• Problem to work on: The copy you produce must repeat each record exactly and contain no pictures.

<<<<

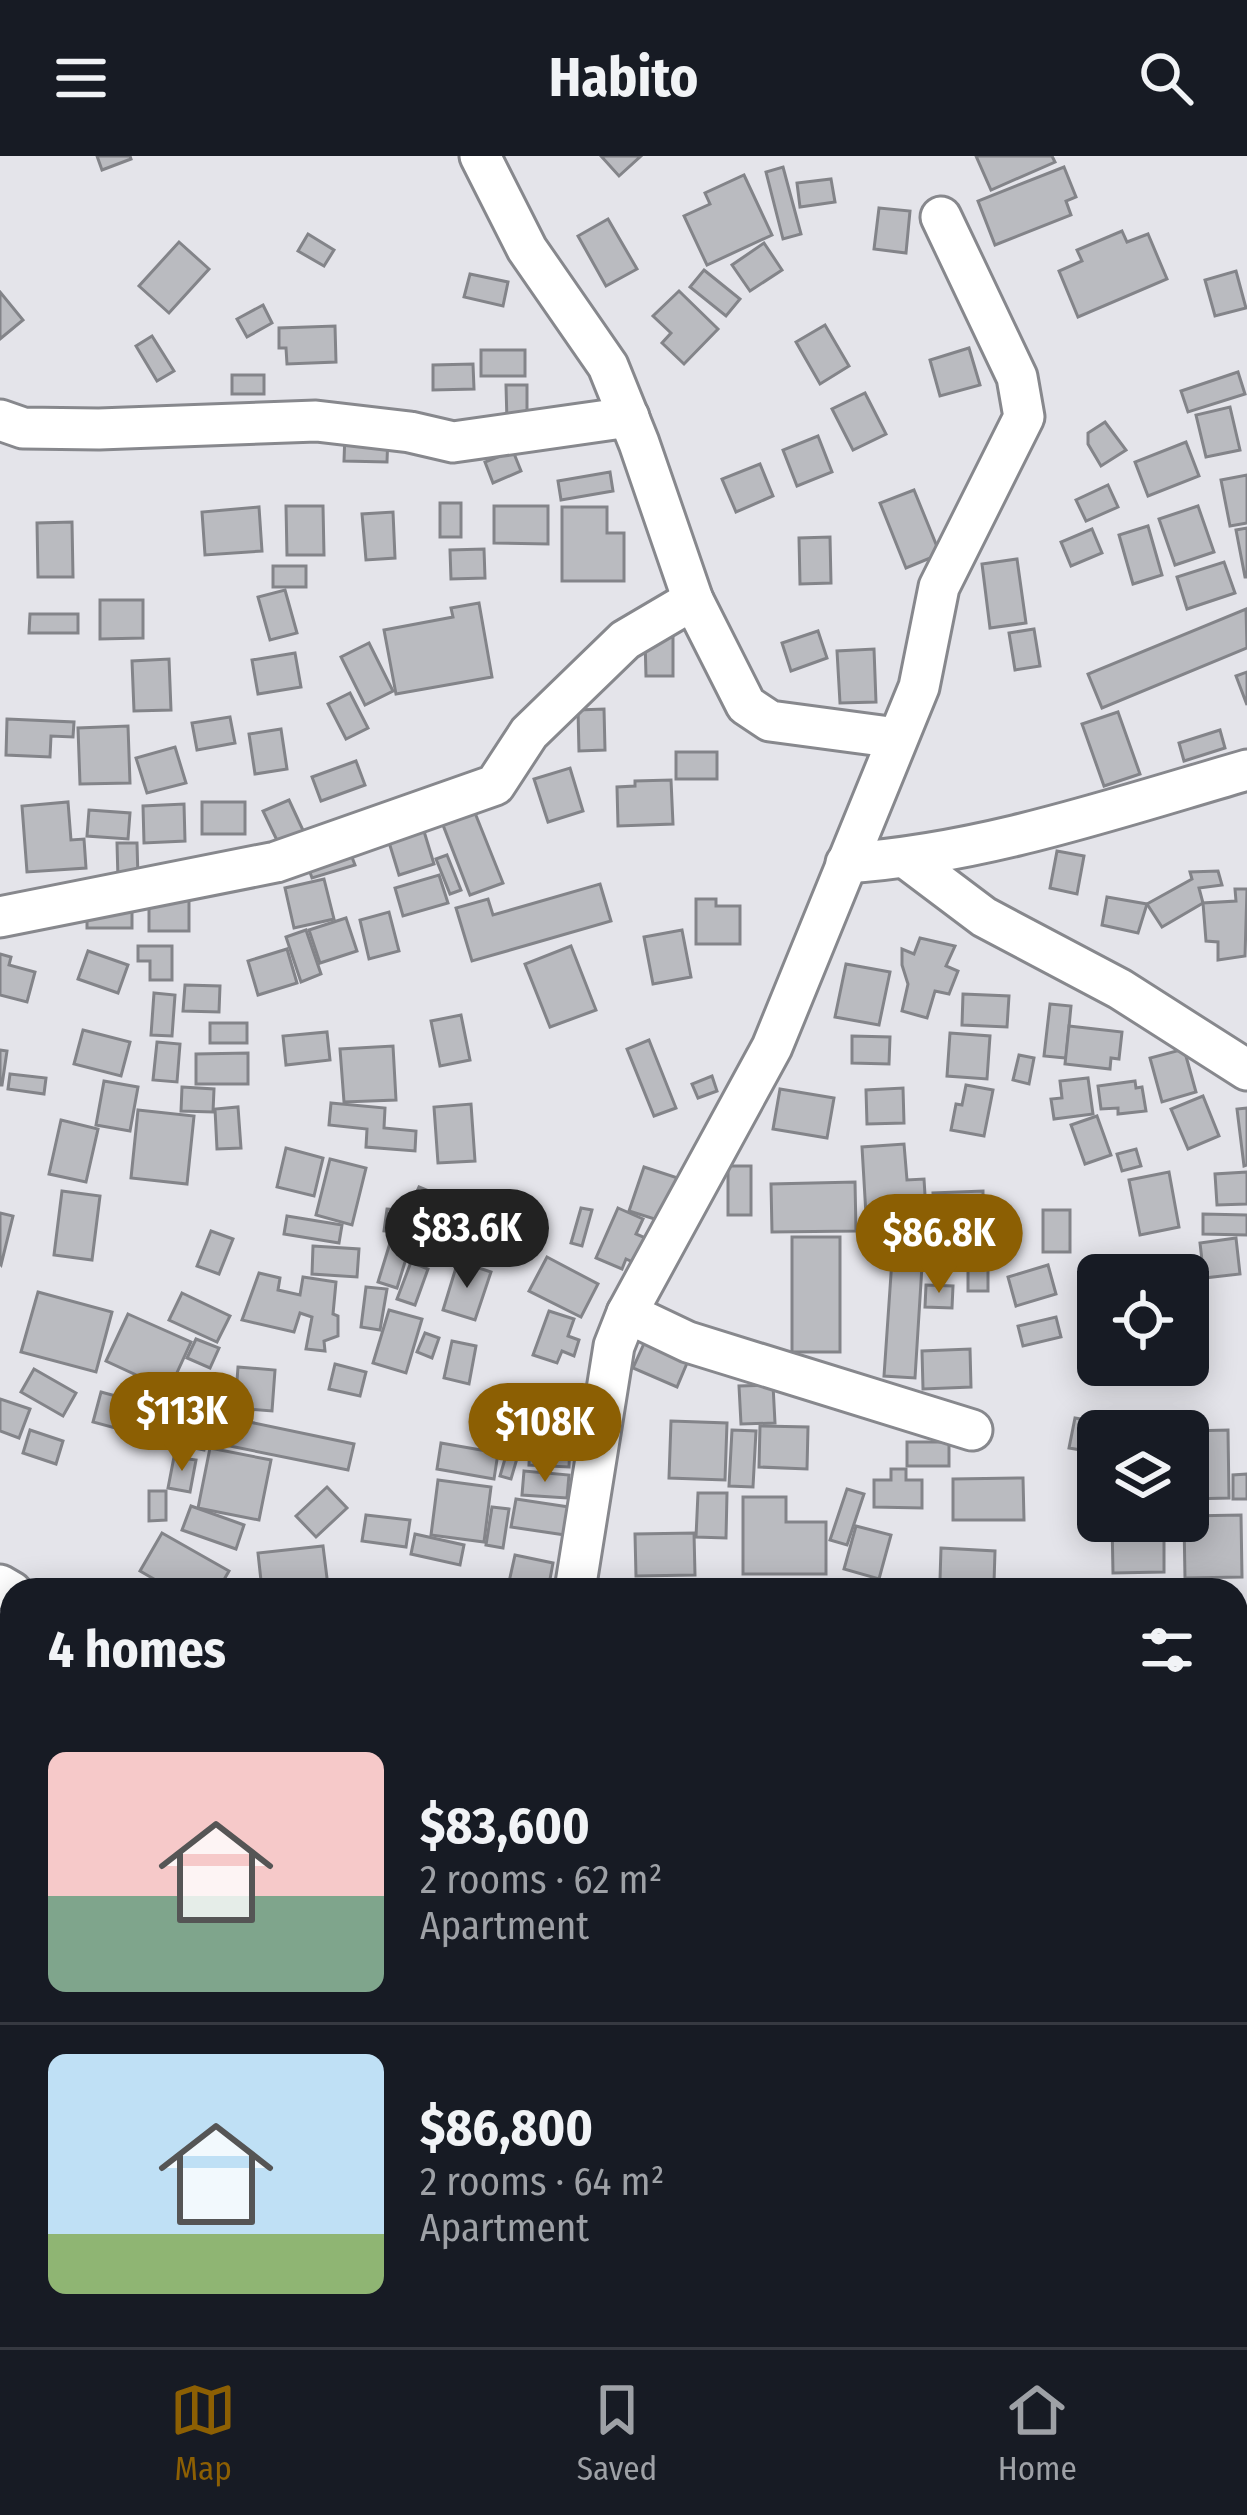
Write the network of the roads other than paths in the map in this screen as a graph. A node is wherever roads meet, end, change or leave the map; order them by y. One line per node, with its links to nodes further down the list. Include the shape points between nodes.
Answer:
1 (480, 156): 3 (street, via 527,250 608,366)
2 (941, 217): 6 (street, via 1017,377 1024,417 939,587 919,687)
3 (629, 417): 4 (street, via 453,442 316,421 99,429); 5 (street)
4 (0, 420)
5 (693, 601): 6 (street, via 746,705 770,721); 10 (street, via 626,640 529,733 495,785 277,862)
6 (897, 738): 9 (street)
7 (1247, 770): 8 (street)
8 (907, 859): 9 (street); 11 (street, via 984,917 1120,989)
9 (846, 862): 12 (street, via 772,1047)
10 (0, 917)
11 (1247, 1070)
12 (626, 1313): 13 (street, via 688,1342); 14 (street)
13 (972, 1430)
14 (577, 1578)

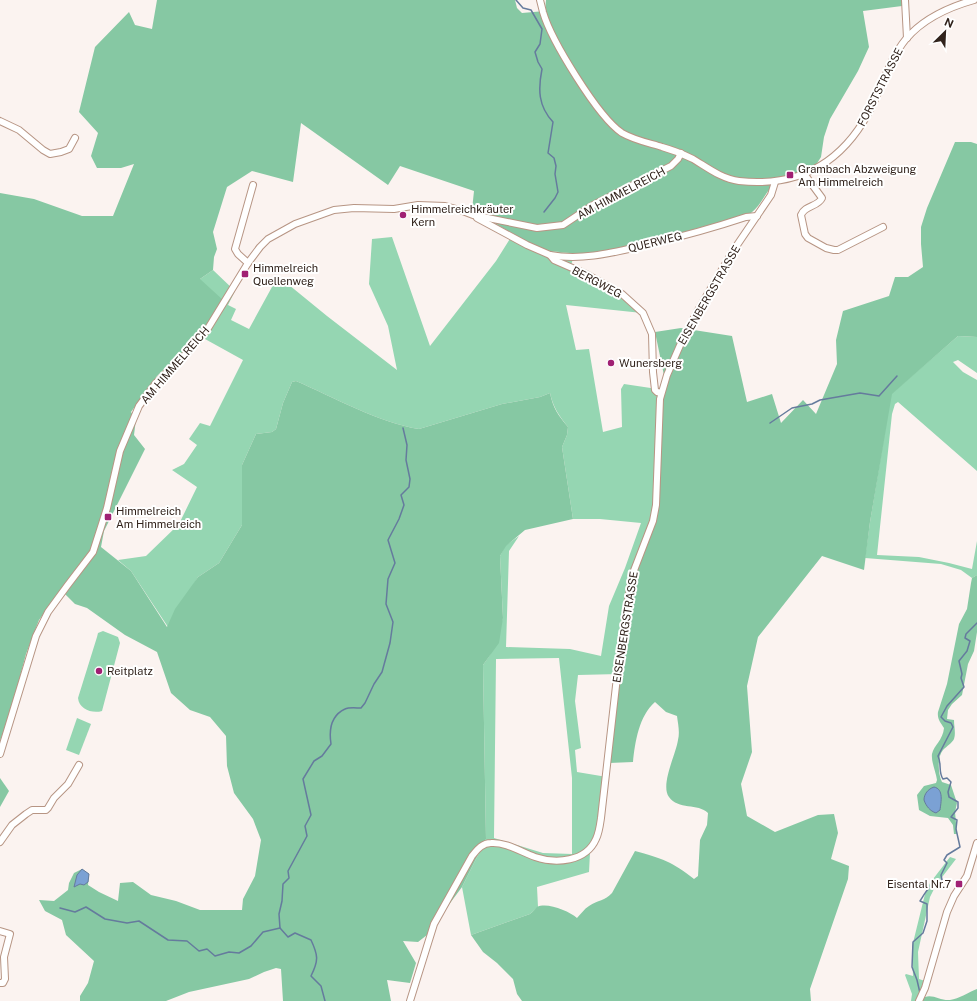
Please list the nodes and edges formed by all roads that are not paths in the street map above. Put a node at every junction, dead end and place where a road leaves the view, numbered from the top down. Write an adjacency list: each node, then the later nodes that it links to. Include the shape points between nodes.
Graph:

>>>>

• Solution:
Write the network of the roads other than paths in the map in this screen as a graph. A node is wherever roads meet, end, change or leave the map; order them by y. One line per node, with its links to nodes further down the list. Include the shape points between nodes.
Answer:
1 (480, 156): 3 (street, via 527,250 608,366)
2 (941, 217): 6 (street, via 1017,377 1024,417 939,587 919,687)
3 (629, 417): 4 (street, via 453,442 316,421 99,429); 5 (street)
4 (0, 420)
5 (693, 601): 6 (street, via 746,705 770,721); 10 (street, via 626,640 529,733 495,785 277,862)
6 (897, 738): 9 (street)
7 (1247, 770): 8 (street)
8 (907, 859): 9 (street); 11 (street, via 984,917 1120,989)
9 (846, 862): 12 (street, via 772,1047)
10 (0, 917)
11 (1247, 1070)
12 (626, 1313): 13 (street, via 688,1342); 14 (street)
13 (972, 1430)
14 (577, 1578)

Please list the nodes and edges formed by all roads that are not paths in the street map above. Put a node at every junction, dead end and place where a road leaves the view, numbered from the top down. Write an adjacency list: each node, then the later nodes that it links to. Include the shape points between nodes.
Graph:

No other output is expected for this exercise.